Step two: determining a threshold signature scheme

The threshold signature algorithm divides the signature calculation task into a plurality of subtasks, and calculates in parallel, so that the signature efficiency and throughput are improved, during the period, the threshold signature algorithm allows a plurality of participants to finish the signature process together, single-point faults are avoided, the individual participants cannot acquire the complete signature key, and the characteristics of decentralization, weight division and privacy protection are realized.

The threshold secret sharing scheme can be used for sharing key information to a plurality of users for scattered storage, the password function operation can be completed by at least threshold users in cooperation, and any user less than the threshold cannot collusion.
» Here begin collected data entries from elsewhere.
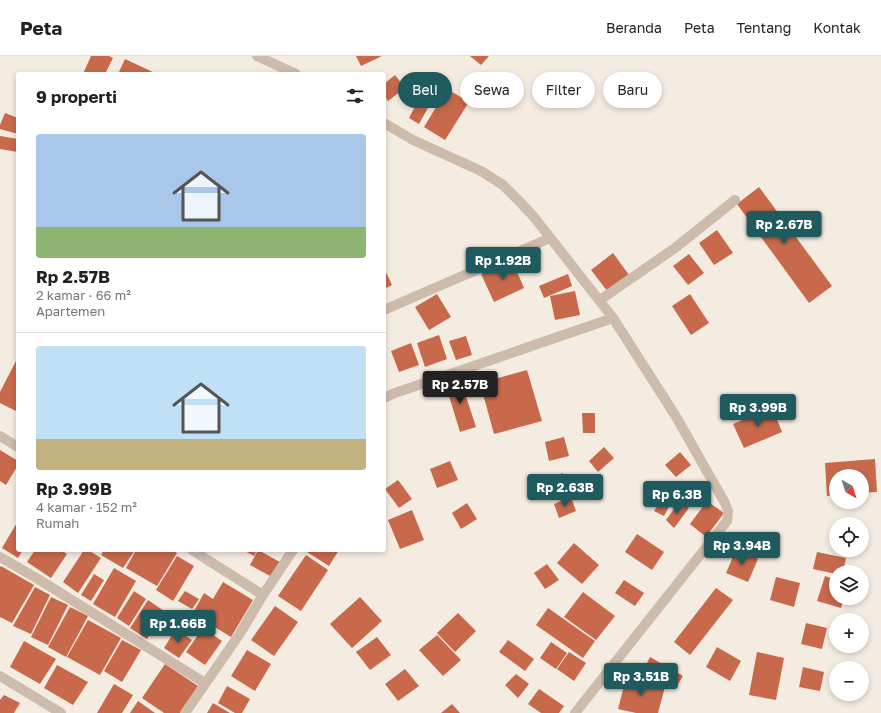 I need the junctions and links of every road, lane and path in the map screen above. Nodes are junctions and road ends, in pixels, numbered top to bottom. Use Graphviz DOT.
graph roads {
  1 [pos="257,56"];
  2 [pos="292,72"];
  3 [pos="386,124"];
  4 [pos="735,200"];
  5 [pos="550,238"];
  6 [pos="600,300"];
  7 [pos="386,309"];
  8 [pos="613,318"];
  9 [pos="386,397"];
  10 [pos="0,436"];
  11 [pos="16,446"];
  12 [pos="195,552"];
  13 [pos="292,552"];
  14 [pos="0,557"];
  15 [pos="263,595"];
  16 [pos="0,676"];
  17 [pos="205,683"];
  18 [pos="61,713"];
  19 [pos="185,713"];
  20 [pos="575,713"];
  1 -- 2 [label="street"];
  3 -- 5 [label="street"];
  4 -- 6 [label="street"];
  5 -- 6 [label="street"];
  5 -- 7 [label="street"];
  6 -- 8 [label="street"];
  8 -- 9 [label="street"];
  8 -- 20 [label="street"];
  10 -- 11 [label="street"];
  12 -- 15 [label="street"];
  13 -- 15 [label="street"];
  14 -- 17 [label="street"];
  15 -- 17 [label="street"];
  16 -- 18 [label="street"];
  17 -- 19 [label="street"];
}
On one hand, the robustness of the system is improved, and the password system can not lose functionality even if a small number of users lose keys; on the other hand, the security of the system is improved, and even if a malicious adversary steals part (less than the threshold value) of the key of the user, the security of the password system is difficult to break.

Step three: deployment of intelligent contracts on under-chain privacy nodes

Compiling the intelligent contract code into a byte code format to generate a file required by deployment;

and deploying the contract file generated in the previous step to the downlink privacy node through a deployment tool or command line code.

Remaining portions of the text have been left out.